══ AVAILABLE DATA ══

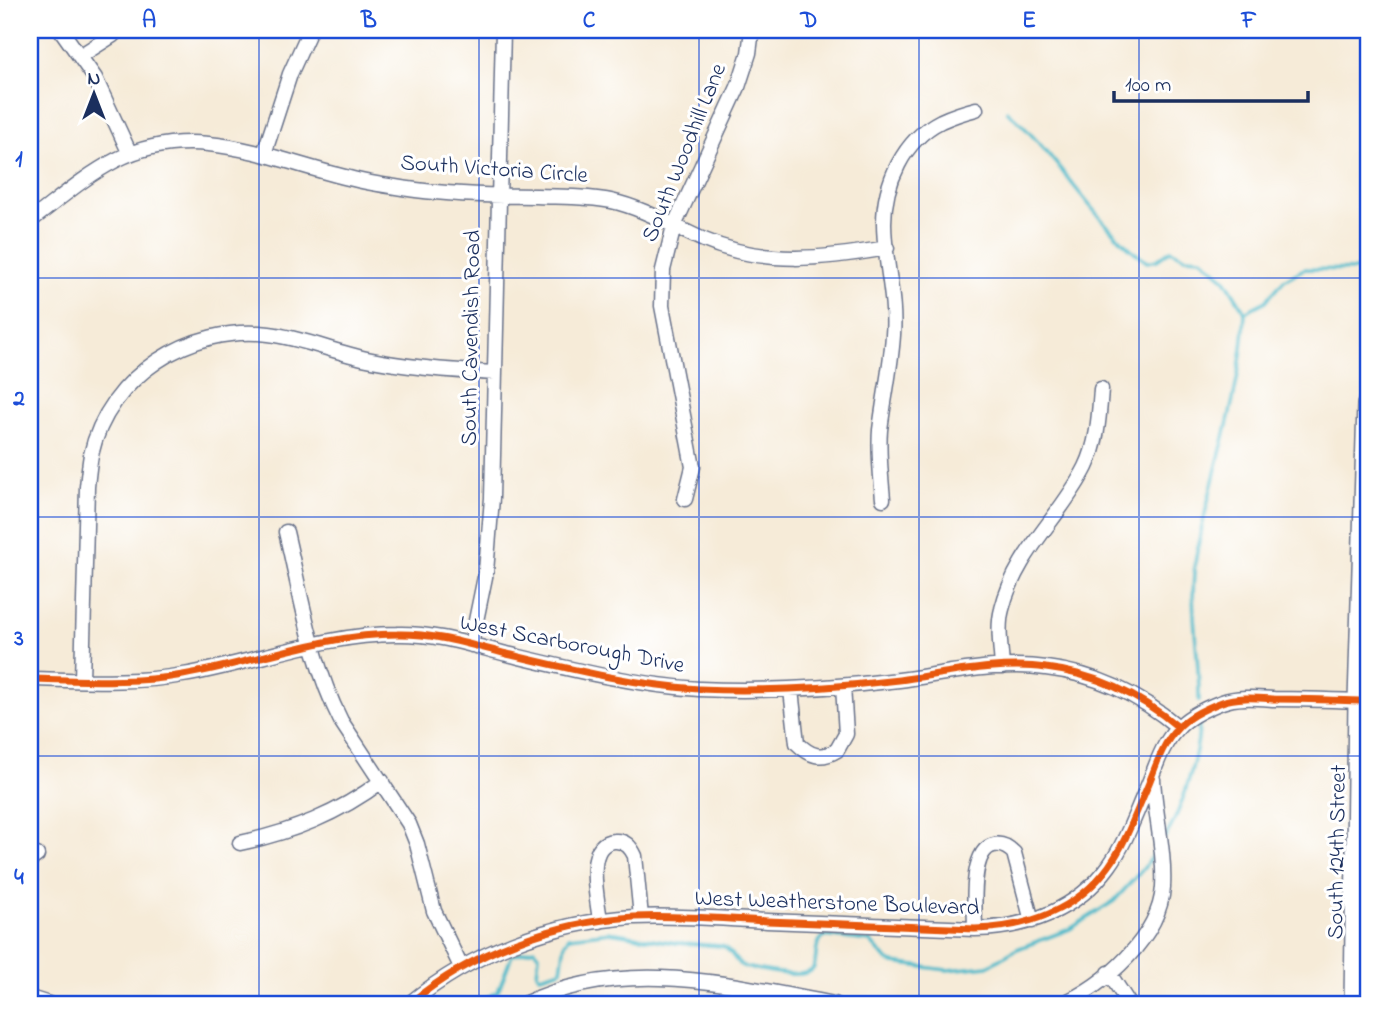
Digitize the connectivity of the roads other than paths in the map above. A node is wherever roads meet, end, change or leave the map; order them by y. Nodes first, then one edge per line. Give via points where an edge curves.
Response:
1 (61, 30) edge
2 (310, 30) edge
3 (503, 30) edge
4 (752, 30) edge
5 (113, 35) dead end
6 (80, 55) junction
7 (975, 108) dead end
8 (130, 154) junction
9 (264, 154) junction
10 (498, 196) junction
11 (30, 221) edge
12 (674, 226) junction
13 (887, 248) junction
14 (495, 373) junction
15 (1101, 388) dead end
16 (1368, 405) edge
17 (685, 499) dead end
18 (883, 499) dead end
19 (286, 532) dead end
20 (313, 645) junction
21 (471, 645) junction
22 (1002, 667) junction
23 (30, 679) edge
24 (82, 680) junction
25 (843, 686) junction
26 (791, 690) junction
27 (1359, 701) junction
28 (1178, 727) junction
29 (1153, 774) junction
30 (382, 781) junction
31 (240, 843) dead end
32 (641, 917) junction
33 (600, 921) junction
34 (1032, 921) junction
35 (975, 929) junction
36 (461, 967) junction
37 (1109, 973) junction
38 (30, 998) edge
39 (1079, 1001) edge
40 (49, 1004) edge
41 (409, 1004) edge
42 (524, 1004) edge
43 (835, 1004) edge
44 (1060, 1004) edge
45 (1129, 1004) edge
46 (1355, 1004) edge

1 - 6 street
2 - 9 street
3 - 10 street, South Cavendish Road
4 - 12 street, South Woodhill Lane via 738,87
5 - 6 street
6 - 8 street
7 - 13 street via 920,135 899,163 886,201
8 - 9 street, South Victoria Circle via 159,145 194,142
8 - 11 street, South Victoria Circle via 90,176
9 - 10 street, South Victoria Circle via 353,180
10 - 12 street, South Victoria Circle via 608,200
10 - 14 street, South Cavendish Road
12 - 13 street, South Victoria Circle via 723,247 779,257 830,258
12 - 17 street, South Woodhill Lane via 663,270 662,306 692,467
13 - 18 street via 893,335 880,432
14 - 21 street, South Cavendish Road via 489,538
14 - 24 street via 396,364 279,335 236,332 209,337 161,358 116,401 91,456
15 - 22 street via 1094,447 1086,467 1017,566 1001,610
16 - 27 street, South 124th Street
19 - 20 street
20 - 21 street, West Scarborough Drive via 400,634
20 - 24 street, West Scarborough Drive via 179,676
20 - 30 street via 336,712
21 - 26 street, West Scarborough Drive via 643,683 694,689
22 - 25 street, West Scarborough Drive
22 - 28 street, West Scarborough Drive via 1042,667 1093,677 1133,694
23 - 24 street, West Scarborough Drive
25 - 26 street, West Scarborough Drive
25 - 26 street via 846,734 837,750 822,756 811,755 797,743
27 - 28 street via 1224,701
27 - 46 street, South 124th Street
28 - 29 street, West Weatherstone Boulevard
29 - 34 street, West Weatherstone Boulevard via 1109,866 1069,904
29 - 37 street, West Weatherstone Boulevard via 1163,887 1160,906 1144,937
30 - 31 street via 319,819
30 - 36 street via 413,834 434,911
32 - 33 street, West Weatherstone Boulevard
32 - 33 street via 635,856 624,842 609,841 600,846 594,860
32 - 35 street, West Weatherstone Boulevard
33 - 36 street, West Weatherstone Boulevard via 538,934
34 - 35 street, West Weatherstone Boulevard
34 - 35 street via 1014,853 994,845 977,863
36 - 41 street, West Weatherstone Boulevard
37 - 39 street, West Weatherstone Boulevard
37 - 45 street
38 - 40 street
39 - 44 street, West Weatherstone Boulevard
42 - 43 street via 590,983 664,976

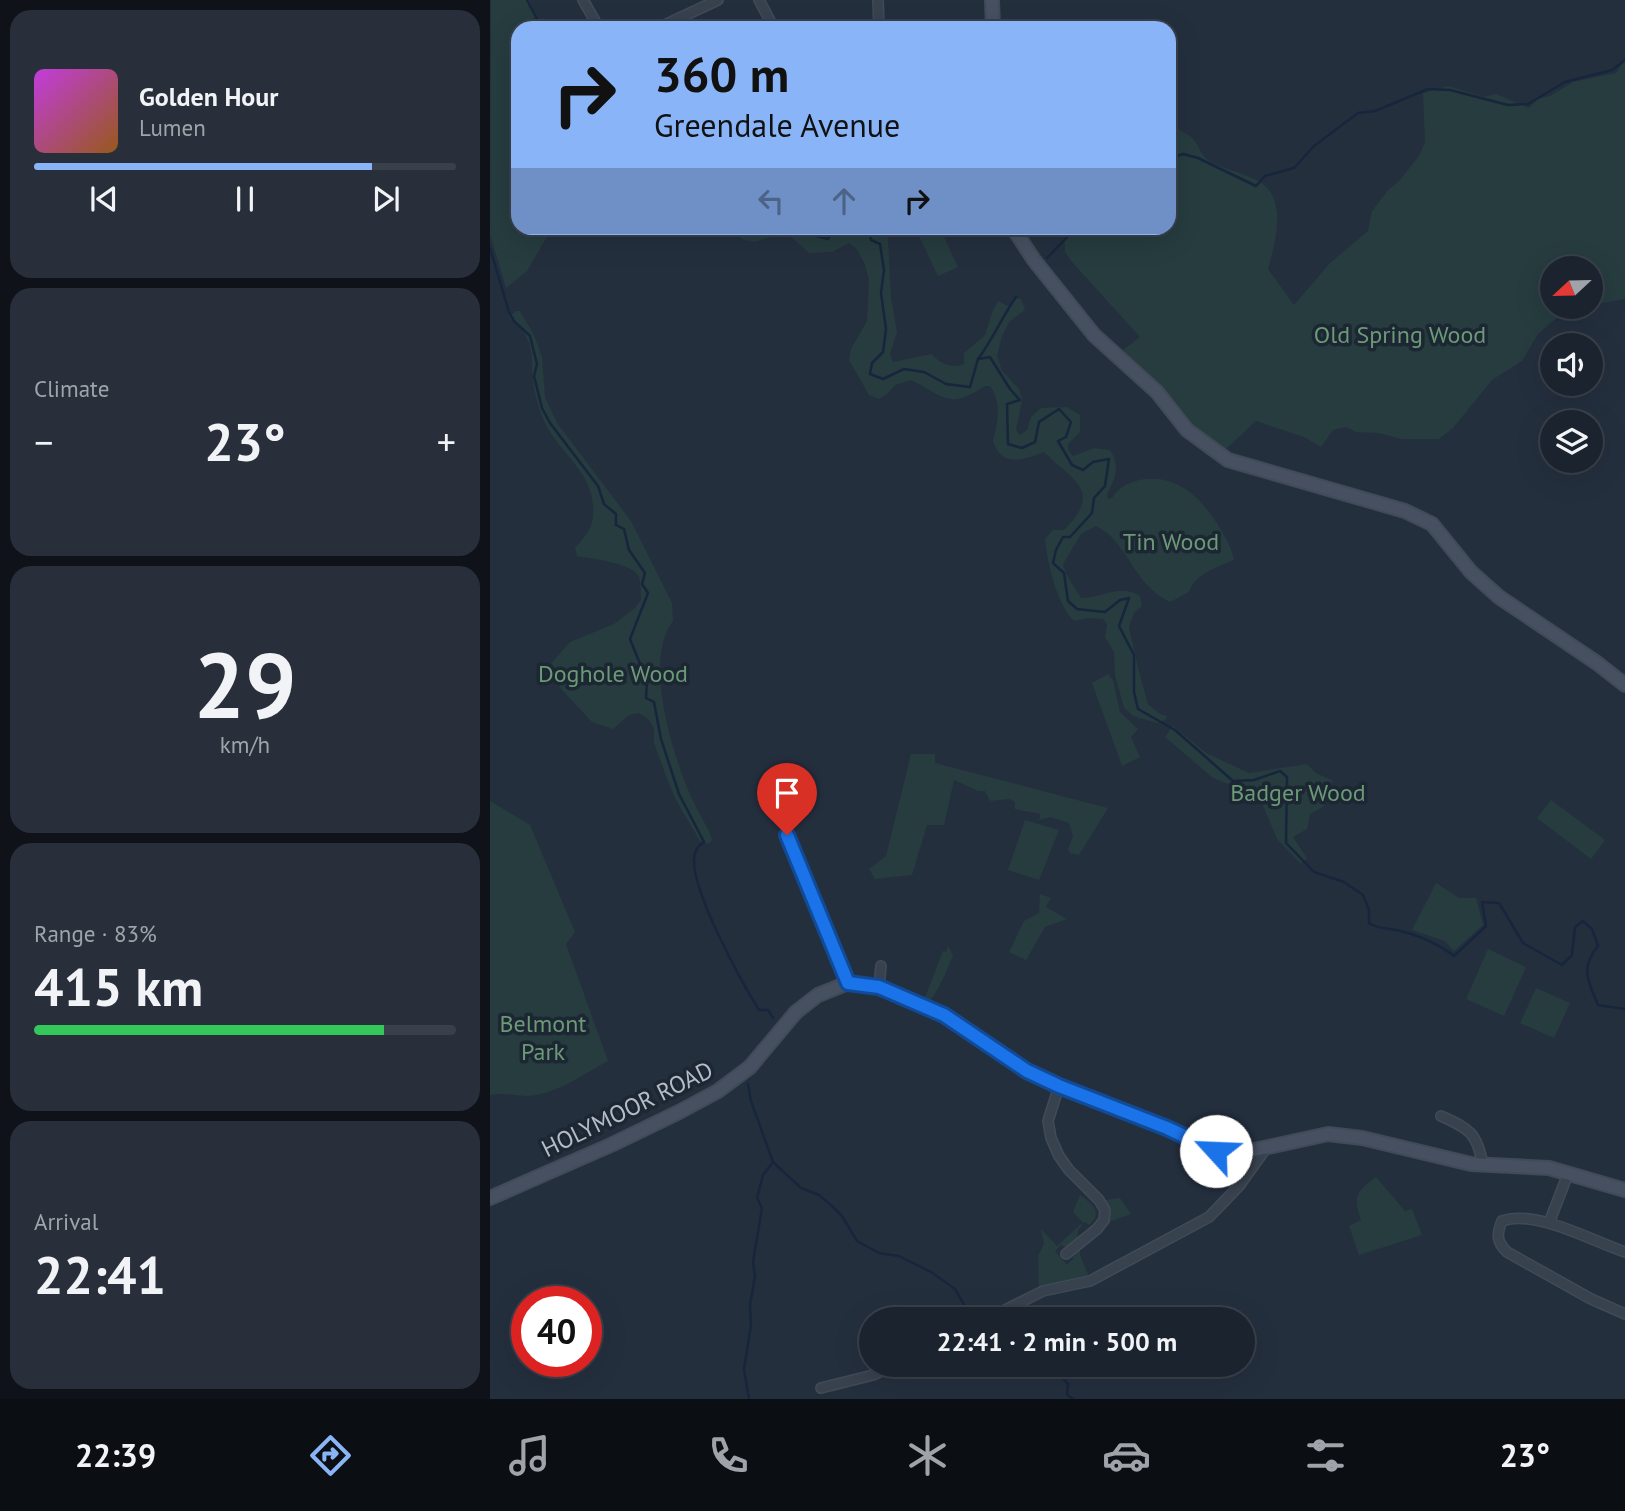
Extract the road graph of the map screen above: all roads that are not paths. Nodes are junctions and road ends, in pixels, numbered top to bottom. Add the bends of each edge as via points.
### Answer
1 (583, 0) edge
2 (718, 0) edge
3 (759, 0) edge
4 (878, 0) edge
5 (992, 0) edge
6 (595, 21) edge
7 (673, 21) edge
8 (770, 21) edge
9 (879, 21) edge
10 (993, 21) edge
11 (1018, 235) edge
12 (1625, 685) edge
13 (787, 835) dead end
14 (881, 966) dead end
15 (848, 983) junction
16 (879, 987) junction
17 (1059, 1086) junction
18 (1441, 1116) dead end
19 (1268, 1146) junction
20 (1483, 1165) junction
21 (1568, 1174) junction
22 (1625, 1190) edge
23 (490, 1197) edge
24 (1549, 1223) junction
25 (1625, 1252) edge
26 (1066, 1254) dead end
27 (1011, 1307) edge
28 (1625, 1314) edge
29 (869, 1377) edge
30 (821, 1388) dead end

1 - 6 street
2 - 7 street
3 - 8 street
4 - 9 street
5 - 10 street
11 - 12 street via 1094,335 1157,392 1188,430 1228,460 1426,520 1494,593
13 - 15 street
14 - 16 street
15 - 16 street
15 - 23 street, HOLYMOOR ROAD via 818,995 796,1012 750,1067 718,1091 613,1144
16 - 17 street via 944,1015 1027,1071
17 - 19 street via 1216,1151 1245,1152
17 - 26 street via 1048,1121 1051,1138 1080,1184 1105,1210 1097,1229
18 - 20 street via 1467,1128 1480,1147
19 - 20 street via 1328,1134
19 - 27 street via 1209,1217 1111,1271 1077,1285 1044,1291
20 - 21 street via 1549,1168
21 - 22 street
21 - 24 street
24 - 25 street
24 - 28 street via 1502,1221 1497,1231 1499,1243 1591,1299
29 - 30 street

═══

*ASSIGNMENT*. Output the entries exactly and keep every picture out of them.

*EXERCISE ANSWER*.
Digitize the connectivity of the roads other than paths in the map above. A node is wherever roads meet, end, change or leave the map; order them by y. Nodes first, then one edge per line. Give via points where an edge curves.
Response:
1 (61, 30) edge
2 (310, 30) edge
3 (503, 30) edge
4 (752, 30) edge
5 (113, 35) dead end
6 (80, 55) junction
7 (975, 108) dead end
8 (130, 154) junction
9 (264, 154) junction
10 (498, 196) junction
11 (30, 221) edge
12 (674, 226) junction
13 (887, 248) junction
14 (495, 373) junction
15 (1101, 388) dead end
16 (1368, 405) edge
17 (685, 499) dead end
18 (883, 499) dead end
19 (286, 532) dead end
20 (313, 645) junction
21 (471, 645) junction
22 (1002, 667) junction
23 (30, 679) edge
24 (82, 680) junction
25 (843, 686) junction
26 (791, 690) junction
27 (1359, 701) junction
28 (1178, 727) junction
29 (1153, 774) junction
30 (382, 781) junction
31 (240, 843) dead end
32 (641, 917) junction
33 (600, 921) junction
34 (1032, 921) junction
35 (975, 929) junction
36 (461, 967) junction
37 (1109, 973) junction
38 (30, 998) edge
39 (1079, 1001) edge
40 (49, 1004) edge
41 (409, 1004) edge
42 (524, 1004) edge
43 (835, 1004) edge
44 (1060, 1004) edge
45 (1129, 1004) edge
46 (1355, 1004) edge

1 - 6 street
2 - 9 street
3 - 10 street, South Cavendish Road
4 - 12 street, South Woodhill Lane via 738,87
5 - 6 street
6 - 8 street
7 - 13 street via 920,135 899,163 886,201
8 - 9 street, South Victoria Circle via 159,145 194,142
8 - 11 street, South Victoria Circle via 90,176
9 - 10 street, South Victoria Circle via 353,180
10 - 12 street, South Victoria Circle via 608,200
10 - 14 street, South Cavendish Road
12 - 13 street, South Victoria Circle via 723,247 779,257 830,258
12 - 17 street, South Woodhill Lane via 663,270 662,306 692,467
13 - 18 street via 893,335 880,432
14 - 21 street, South Cavendish Road via 489,538
14 - 24 street via 396,364 279,335 236,332 209,337 161,358 116,401 91,456
15 - 22 street via 1094,447 1086,467 1017,566 1001,610
16 - 27 street, South 124th Street
19 - 20 street
20 - 21 street, West Scarborough Drive via 400,634
20 - 24 street, West Scarborough Drive via 179,676
20 - 30 street via 336,712
21 - 26 street, West Scarborough Drive via 643,683 694,689
22 - 25 street, West Scarborough Drive
22 - 28 street, West Scarborough Drive via 1042,667 1093,677 1133,694
23 - 24 street, West Scarborough Drive
25 - 26 street, West Scarborough Drive
25 - 26 street via 846,734 837,750 822,756 811,755 797,743
27 - 28 street via 1224,701
27 - 46 street, South 124th Street
28 - 29 street, West Weatherstone Boulevard
29 - 34 street, West Weatherstone Boulevard via 1109,866 1069,904
29 - 37 street, West Weatherstone Boulevard via 1163,887 1160,906 1144,937
30 - 31 street via 319,819
30 - 36 street via 413,834 434,911
32 - 33 street, West Weatherstone Boulevard
32 - 33 street via 635,856 624,842 609,841 600,846 594,860
32 - 35 street, West Weatherstone Boulevard
33 - 36 street, West Weatherstone Boulevard via 538,934
34 - 35 street, West Weatherstone Boulevard
34 - 35 street via 1014,853 994,845 977,863
36 - 41 street, West Weatherstone Boulevard
37 - 39 street, West Weatherstone Boulevard
37 - 45 street
38 - 40 street
39 - 44 street, West Weatherstone Boulevard
42 - 43 street via 590,983 664,976

Extract the road graph of the map screen above: all roads that are not paths. Nodes are junctions and road ends, in pixels, numbered top to bottom. Add the bends of each edge as via points.
### Answer
1 (583, 0) edge
2 (718, 0) edge
3 (759, 0) edge
4 (878, 0) edge
5 (992, 0) edge
6 (595, 21) edge
7 (673, 21) edge
8 (770, 21) edge
9 (879, 21) edge
10 (993, 21) edge
11 (1018, 235) edge
12 (1625, 685) edge
13 (787, 835) dead end
14 (881, 966) dead end
15 (848, 983) junction
16 (879, 987) junction
17 (1059, 1086) junction
18 (1441, 1116) dead end
19 (1268, 1146) junction
20 (1483, 1165) junction
21 (1568, 1174) junction
22 (1625, 1190) edge
23 (490, 1197) edge
24 (1549, 1223) junction
25 (1625, 1252) edge
26 (1066, 1254) dead end
27 (1011, 1307) edge
28 (1625, 1314) edge
29 (869, 1377) edge
30 (821, 1388) dead end

1 - 6 street
2 - 7 street
3 - 8 street
4 - 9 street
5 - 10 street
11 - 12 street via 1094,335 1157,392 1188,430 1228,460 1426,520 1494,593
13 - 15 street
14 - 16 street
15 - 16 street
15 - 23 street, HOLYMOOR ROAD via 818,995 796,1012 750,1067 718,1091 613,1144
16 - 17 street via 944,1015 1027,1071
17 - 19 street via 1216,1151 1245,1152
17 - 26 street via 1048,1121 1051,1138 1080,1184 1105,1210 1097,1229
18 - 20 street via 1467,1128 1480,1147
19 - 20 street via 1328,1134
19 - 27 street via 1209,1217 1111,1271 1077,1285 1044,1291
20 - 21 street via 1549,1168
21 - 22 street
21 - 24 street
24 - 25 street
24 - 28 street via 1502,1221 1497,1231 1499,1243 1591,1299
29 - 30 street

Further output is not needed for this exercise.